Mouhamadou Fall

Personal information
- Full name: Mouhamadou Fall N’dao
- Born: February 25, 1992 (age 34) Beaumont-sur-Oise, France
- Height: 1.93 m (6 ft 4 in)

Sport
- Event: Sprinter
- Coached by: Mickaël Hanany

Achievements and titles
- Personal best(s): 60 meters: 6.60 s 100 meters: 10.04 s 200 meters: 20.34 s

= Mouhamadou Fall =

French sprinter (born 1992)

Mouhamadou Fall (born 25 February 1992) is a French sprinter. He competed in the 4x100 metres relay at the 2020 Summer Olympics.

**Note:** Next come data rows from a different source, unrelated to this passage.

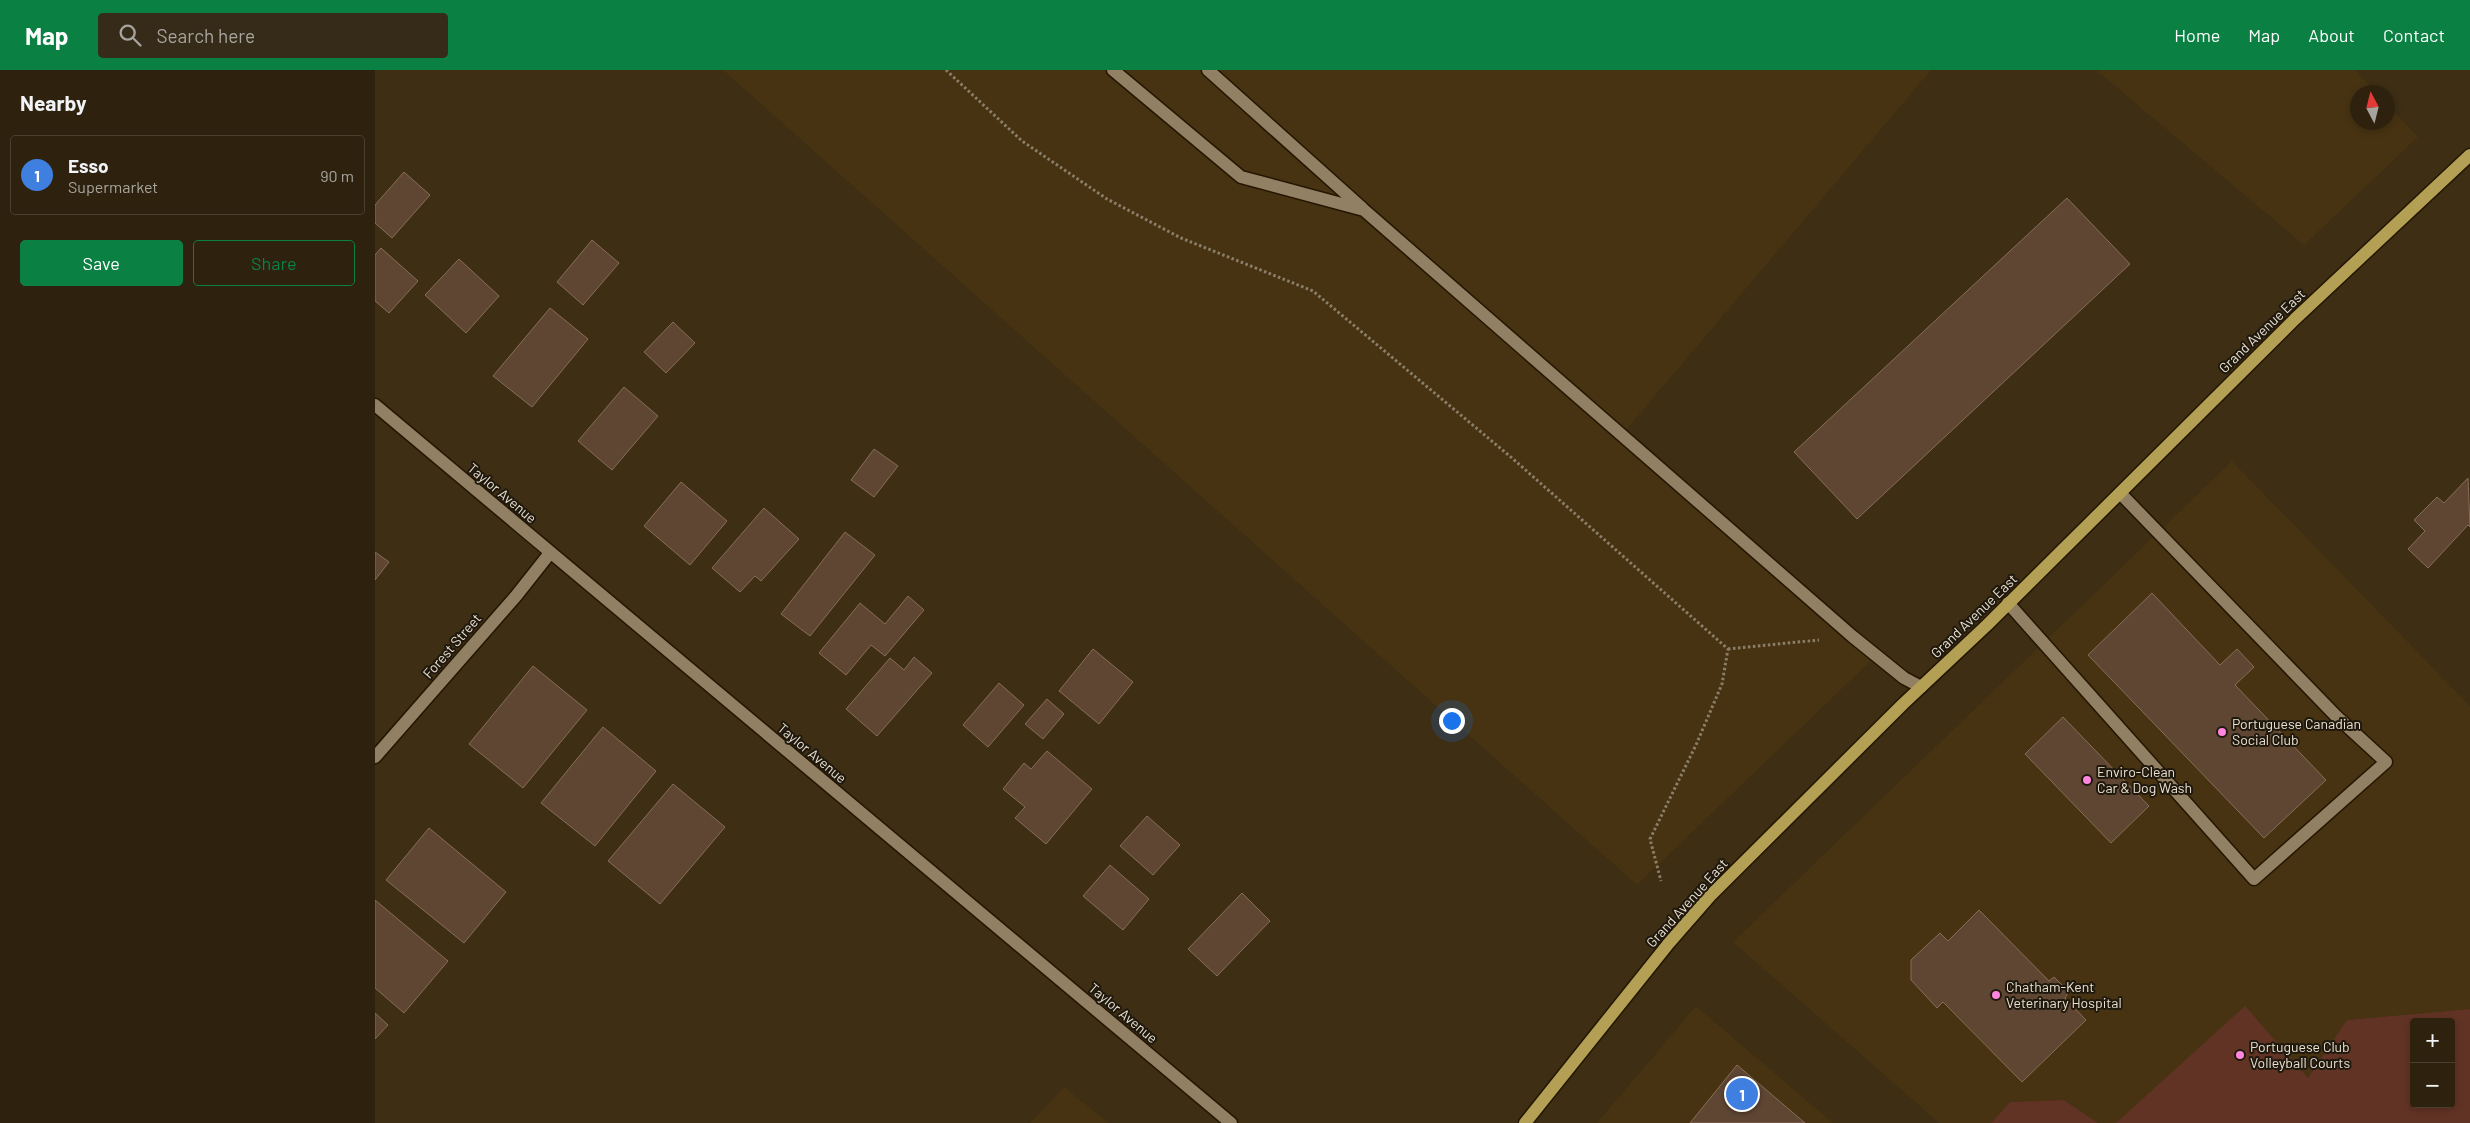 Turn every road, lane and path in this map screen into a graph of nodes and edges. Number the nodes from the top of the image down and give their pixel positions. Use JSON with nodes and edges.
{"nodes":[{"id":1,"x":946,"y":70,"type":"edge"},
{"id":2,"x":1113,"y":70,"type":"edge"},
{"id":3,"x":1208,"y":70,"type":"edge"},
{"id":4,"x":2470,"y":155,"type":"edge"},
{"id":5,"x":1364,"y":210,"type":"junction"},
{"id":6,"x":375,"y":405,"type":"edge"},
{"id":7,"x":2120,"y":493,"type":"junction"},
{"id":8,"x":550,"y":553,"type":"junction"},
{"id":9,"x":2009,"y":604,"type":"junction"},
{"id":10,"x":1852,"y":636,"type":"junction"},
{"id":11,"x":1728,"y":649,"type":"junction"},
{"id":12,"x":1921,"y":687,"type":"junction"},
{"id":13,"x":375,"y":757,"type":"edge"},
{"id":14,"x":1661,"y":881,"type":"dead end"},
{"id":15,"x":1231,"y":1123,"type":"edge"},
{"id":16,"x":1525,"y":1123,"type":"edge"}],
"edges":[{"from":1,"to":11,"type":"path"},
{"from":2,"to":5,"type":"street"},
{"from":3,"to":5,"type":"street"},
{"from":4,"to":7,"type":"main road","name":"Grand Avenue East"},
{"from":5,"to":10,"type":"street"},
{"from":6,"to":8,"type":"street","name":"Taylor Avenue"},
{"from":7,"to":9,"type":"main road","name":"Grand Avenue East"},
{"from":7,"to":9,"type":"street"},
{"from":8,"to":13,"type":"street","name":"Forest Street"},
{"from":8,"to":15,"type":"street","name":"Taylor Avenue"},
{"from":9,"to":12,"type":"main road","name":"Grand Avenue East"},
{"from":10,"to":11,"type":"path"},
{"from":10,"to":12,"type":"street"},
{"from":11,"to":14,"type":"path"},
{"from":12,"to":16,"type":"main road","name":"Grand Avenue East"}]}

Fall had been serving bans for anti-doping rule violations since April 2024 and is due to become eligible again in July 2026.

==Career==
He finished third at the 2019 European Team Championships and competed at the 2019 World Championships without reaching the final. He also became French champion in 2019.

In the 4 × 100 metres relay he finished fourth at the 2018 European Championships and fifth at the 2019 IAAF World Relays.

His personal best times are 10.12 seconds in the 100 metres, achieved in July 2019 in Saint-Etienne; and 20.34 seconds in the 200 metres, achieved in July 2019 in Saint-Etienne.

Fall was coached by Mickaël Hanany.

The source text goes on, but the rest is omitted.